Desde el suelo, desde ese lugar incómodo donde hablan los que sobran, los que estorban, los que no entran en los mapas imperiales, la frase de Rubio se escucha con nitidez: no nos consideran iguales, ni interlocutores, ni pueblos soberanos. Nos consideran un espacio a controlar. Y esa certeza obliga a nombrar las cosas por su nombre: no es orden internacional, es horda global; no es liderazgo, es dominación; no es seguridad, es miedo del imperio a dejar de serlo.

Somos pueblos con memoria, con dignidad y con historia. Y mientras exista un solo pueblo que se niegue a aceptar que hablen de él como si no existiera, el padre de la horda no habrá ganado del todo.

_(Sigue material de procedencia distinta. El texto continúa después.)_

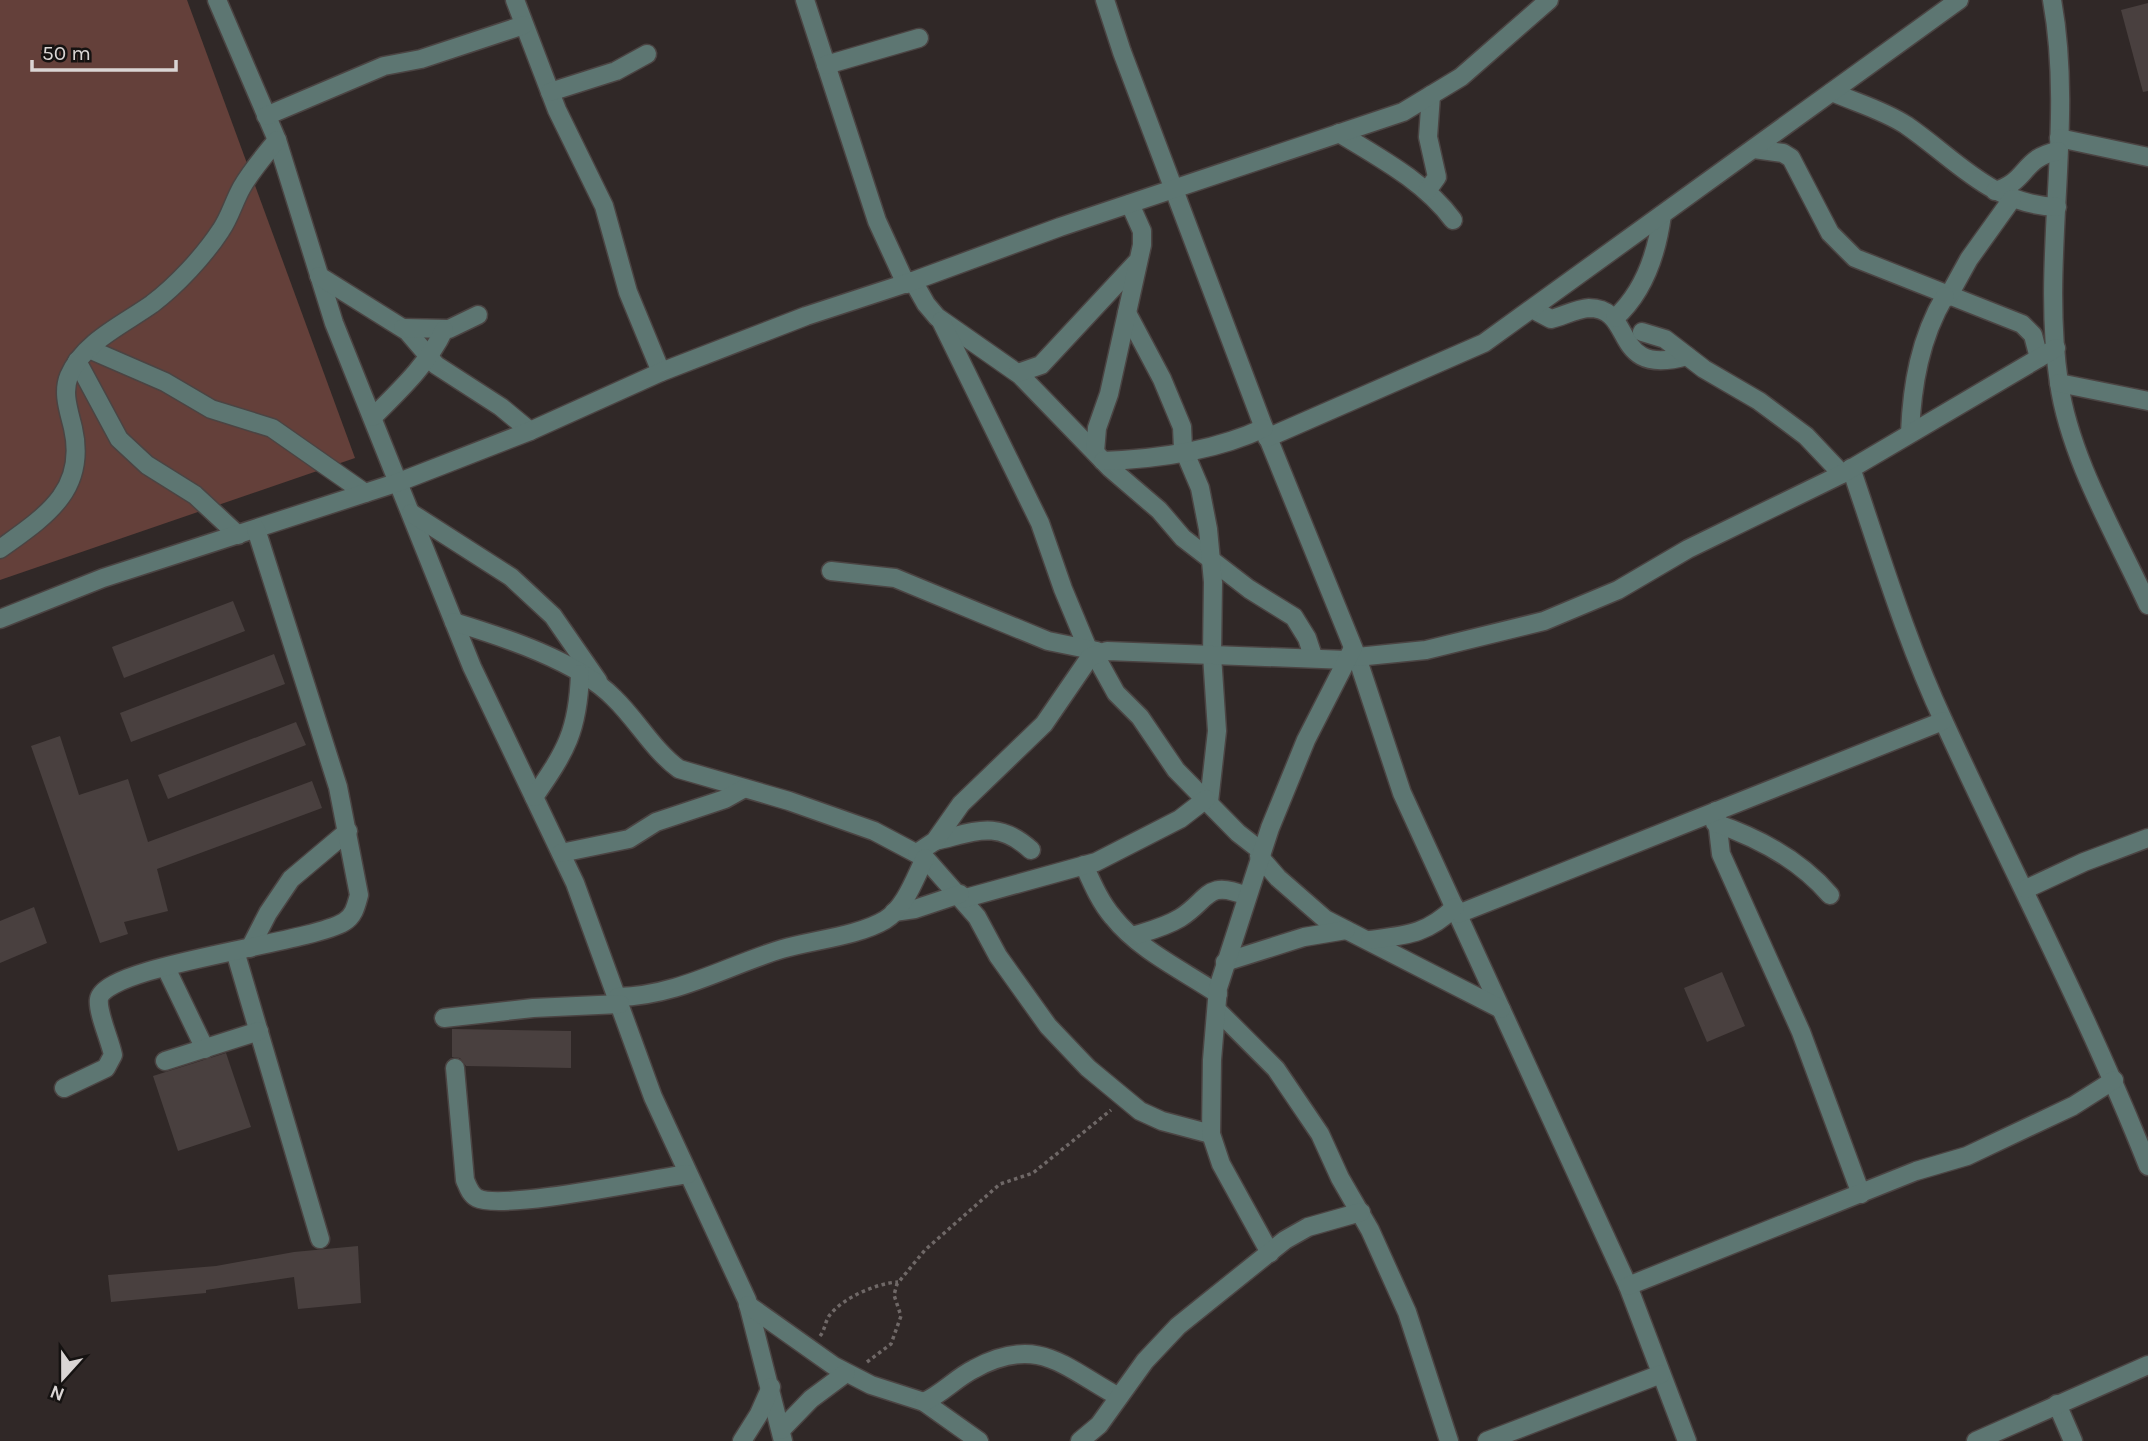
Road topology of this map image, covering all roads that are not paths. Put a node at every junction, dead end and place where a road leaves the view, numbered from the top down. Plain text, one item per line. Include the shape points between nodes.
1 (216, 0) edge
2 (515, 0) edge
3 (805, 0) edge
4 (1105, 0) edge
5 (1549, 0) edge
6 (1959, 0) edge
7 (2052, 0) edge
8 (524, 25) junction
9 (919, 38) dead end
10 (647, 54) dead end
11 (826, 65) junction
12 (550, 92) junction
13 (1832, 93) junction
14 (1431, 94) junction
15 (266, 116) junction
16 (1339, 133) junction
17 (276, 140) junction
18 (2059, 145) junction
19 (1754, 149) junction
20 (2148, 157) edge
21 (1173, 190) junction
22 (1427, 191) junction
23 (2004, 195) junction
24 (1130, 204) junction
25 (2057, 207) junction
26 (1662, 215) junction
27 (1453, 220) dead end
28 (1137, 263) junction
29 (319, 276) junction
30 (910, 282) junction
31 (1946, 296) junction
32 (1532, 309) junction
33 (1127, 313) junction
34 (478, 315) dead end
35 (1615, 318) junction
36 (941, 320) junction
37 (402, 328) junction
38 (444, 330) junction
39 (1642, 332) dead end
40 (2056, 348) junction
41 (83, 355) junction
42 (1687, 356) junction
43 (428, 357) junction
44 (2039, 358) junction
45 (661, 372) junction
46 (1018, 373) junction
47 (2059, 383) junction
48 (2148, 401) edge
49 (373, 417) junction
50 (530, 431) junction
51 (1266, 433) junction
52 (1910, 433) junction
53 (1185, 452) junction
54 (1099, 456) junction
55 (1846, 471) junction
56 (399, 482) junction
57 (365, 493) junction
58 (411, 513) junction
59 (256, 529) junction
60 (238, 535) junction
61 (0, 549) edge
62 (1212, 560) junction
63 (831, 571) dead end
64 (2148, 605) edge
65 (0, 619) edge
66 (454, 622) junction
67 (1096, 652) junction
68 (1212, 655) junction
69 (1352, 655) junction
70 (1313, 656) junction
71 (580, 674) junction
72 (604, 690) junction
73 (1943, 721) junction
74 (743, 789) junction
75 (534, 797) junction
76 (1208, 801) junction
77 (1716, 817) junction
78 (348, 831) junction
79 (2148, 838) edge
80 (935, 841) junction
81 (1031, 850) dead end
82 (561, 853) junction
83 (1260, 854) junction
84 (921, 855) junction
85 (1084, 865) junction
86 (2026, 889) junction
87 (1830, 895) dead end
88 (1246, 896) junction
89 (961, 897) junction
90 (1456, 910) junction
91 (894, 912) junction
92 (1347, 930) junction
93 (1133, 936) junction
94 (1370, 940) junction
95 (242, 950) junction
96 (1225, 962) junction
97 (166, 968) junction
98 (619, 1000) junction
99 (1218, 1002) junction
100 (1501, 1009) junction
101 (444, 1018) dead end
102 (259, 1031) junction
103 (205, 1049) junction
104 (165, 1061) dead end
105 (455, 1068) dead end
106 (2114, 1080) junction
107 (64, 1088) dead end
108 (1212, 1135) junction
109 (2148, 1166) edge
110 (688, 1174) junction
111 (1861, 1194) junction
112 (1360, 1212) junction
113 (320, 1239) dead end
114 (1270, 1253) junction
115 (1628, 1286) junction
116 (748, 1306) junction
117 (2148, 1365) edge
118 (847, 1374) junction
119 (1661, 1374) junction
120 (771, 1387) junction
121 (1119, 1397) junction
122 (924, 1402) junction
123 (2057, 1404) junction
124 (2003, 1435) edge
125 (782, 1438) edge
126 (741, 1441) edge
127 (979, 1441) edge
128 (1080, 1441) edge
129 (1449, 1441) edge
130 (1487, 1441) edge
131 (1687, 1441) edge
132 (1976, 1441) edge
133 (2073, 1441) edge

1 - 15 street
2 - 8 street
3 - 11 street
4 - 21 street
5 - 14 street via 1461,77
6 - 13 street
7 - 18 street
8 - 12 street
8 - 15 street via 421,59 384,66
9 - 11 street
10 - 12 street via 616,71
11 - 30 street via 877,221
12 - 45 street via 604,206 628,292
13 - 19 street
13 - 23 street via 1876,108 1907,126
14 - 16 street via 1403,112
14 - 22 street via 1428,137 1437,177
15 - 17 street
16 - 21 street
16 - 22 street
17 - 29 street
17 - 41 street via 242,186 222,230 185,272 155,302
18 - 20 street
18 - 23 street via 2033,159
18 - 25 street
19 - 26 street
19 - 31 street via 1791,158 1830,233 1855,258
21 - 24 street
21 - 51 street
22 - 27 street
23 - 25 street via 2036,206
23 - 31 street
24 - 28 street via 1142,230
24 - 30 street
25 - 40 street
26 - 32 street
26 - 35 street via 1658,244 1644,277
28 - 33 street
28 - 46 street via 1041,365
29 - 37 street
29 - 49 street
30 - 36 street
30 - 45 street
31 - 44 street via 2022,324 2033,335
31 - 52 street via 1918,362
32 - 35 street via 1551,319 1588,308
32 - 51 street via 1484,344
33 - 53 street via 1171,398
33 - 54 street via 1097,428
34 - 38 street
35 - 42 street via 1627,343 1644,359 1662,362
36 - 46 street
36 - 67 street via 1040,523 1063,589
37 - 38 street
37 - 43 street
38 - 43 street
39 - 42 street via 1665,338
40 - 44 street
40 - 47 street
41 - 57 street via 165,382 211,409 272,428
41 - 60 street via 120,439 147,465 195,495
41 - 61 street via 68,378 66,404 78,460 66,491
42 - 55 street via 1806,436
43 - 49 street
43 - 50 street
44 - 52 street
45 - 50 street
46 - 54 street
47 - 48 street
47 - 64 street via 2068,431
49 - 56 street
50 - 56 street
51 - 53 street
51 - 69 street
52 - 55 street
53 - 54 street via 1135,460
53 - 62 street via 1200,488
54 - 62 street
55 - 69 street via 1688,549 1618,590 1544,621 1426,650
55 - 73 street
56 - 57 street
56 - 58 street
57 - 59 street
58 - 66 street
58 - 72 street via 511,577 553,616
59 - 60 street
59 - 78 street
60 - 65 street
62 - 68 street
62 - 70 street via 1294,617
63 - 67 street via 895,578 1048,641
66 - 71 street via 498,635
66 - 75 street
67 - 68 street
67 - 76 street via 1116,693 1140,717 1163,754
67 - 80 street via 1078,670 1044,724 961,804
68 - 70 street
68 - 76 street via 1217,731
69 - 70 street
69 - 83 street via 1306,740
69 - 90 street via 1402,793
71 - 72 street
71 - 75 street via 572,733
72 - 74 street via 666,760 679,769
73 - 77 street
73 - 86 street
74 - 82 street via 656,822 629,839
74 - 84 street via 874,831
75 - 82 street
76 - 83 street
76 - 85 street
77 - 87 street via 1798,864
77 - 90 street
77 - 111 street via 1721,854 1801,1032
78 - 95 street via 290,879
78 - 95 street via 359,895 355,911 333,927
79 - 86 street
80 - 81 street via 992,829 1005,832
80 - 84 street
82 - 98 street
83 - 88 street
83 - 92 street via 1302,900
84 - 89 street
84 - 91 street via 911,888
85 - 89 street
85 - 93 street via 1113,919
86 - 106 street
88 - 93 street via 1222,888 1212,890 1182,917
88 - 96 street
89 - 91 street
89 - 108 street via 1048,1026 1088,1068 1124,1100 1162,1121
90 - 94 street via 1420,932
90 - 100 street
91 - 98 street via 865,929 777,951 667,992
92 - 94 street
92 - 96 street via 1304,937
93 - 99 street
94 - 100 street
95 - 97 street
95 - 102 street
96 - 99 street
97 - 103 street
97 - 107 street via 104,988 100,1010 113,1055 106,1068
98 - 101 street
98 - 110 street via 653,1097
99 - 108 street
99 - 112 street via 1276,1069 1320,1134
100 - 115 street
102 - 103 street
102 - 113 street
103 - 104 street
105 - 110 street via 465,1180 478,1199 512,1201
106 - 109 street
106 - 111 street via 1967,1156
108 - 114 street via 1221,1164
110 - 116 street
111 - 115 street
112 - 114 street via 1308,1227
112 - 129 street via 1407,1312
114 - 121 street via 1178,1326
115 - 119 street
116 - 118 street
116 - 120 street
117 - 123 street
118 - 122 street
118 - 125 street via 811,1399
119 - 130 street
119 - 131 street
120 - 125 street
120 - 126 street
121 - 122 street via 1045,1355 1028,1351 974,1368
121 - 128 street via 1099,1425
122 - 127 street
123 - 124 street
123 - 133 street
124 - 132 street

A la puerta están nuevas revueltas sociales y guerras por la independencia de nuestras naciones latinoamericanas y del Caribe, contra el insultante new colonialismo imperial de los EE. UU.; contra los agentes internos en cada país que obedecen estrictamente los intereses de sus amos gringos, y no hablo del pueblo estadounidense, sino de la cúpula económica que tomó el poder en Estados Unidos y que, con Trump a la cabeza, encabeza “la revuelta de la clase económica” que poco a poco busca controlar a los países de América Latina. Por eso no es casual su irrupción en Argentina, Ecuador, Bolivia, Chile, Honduras y ahora el intento de retomar el poder público en México, con caricaturas como la de Salinas Pliego.
Debemos estar preparados para la madre de todas las batallas, y no será en las urnas. Eso es una simulación ilustrada que el imperio ya aplastó con su bota militar. Será con la fuerza, pues no habrá otra salida: el diálogo civilizatorio ha muerto y el lenguaje de las armas ha tomado su lugar.

Descanse en paz nuestra civilización ilustrada occidental.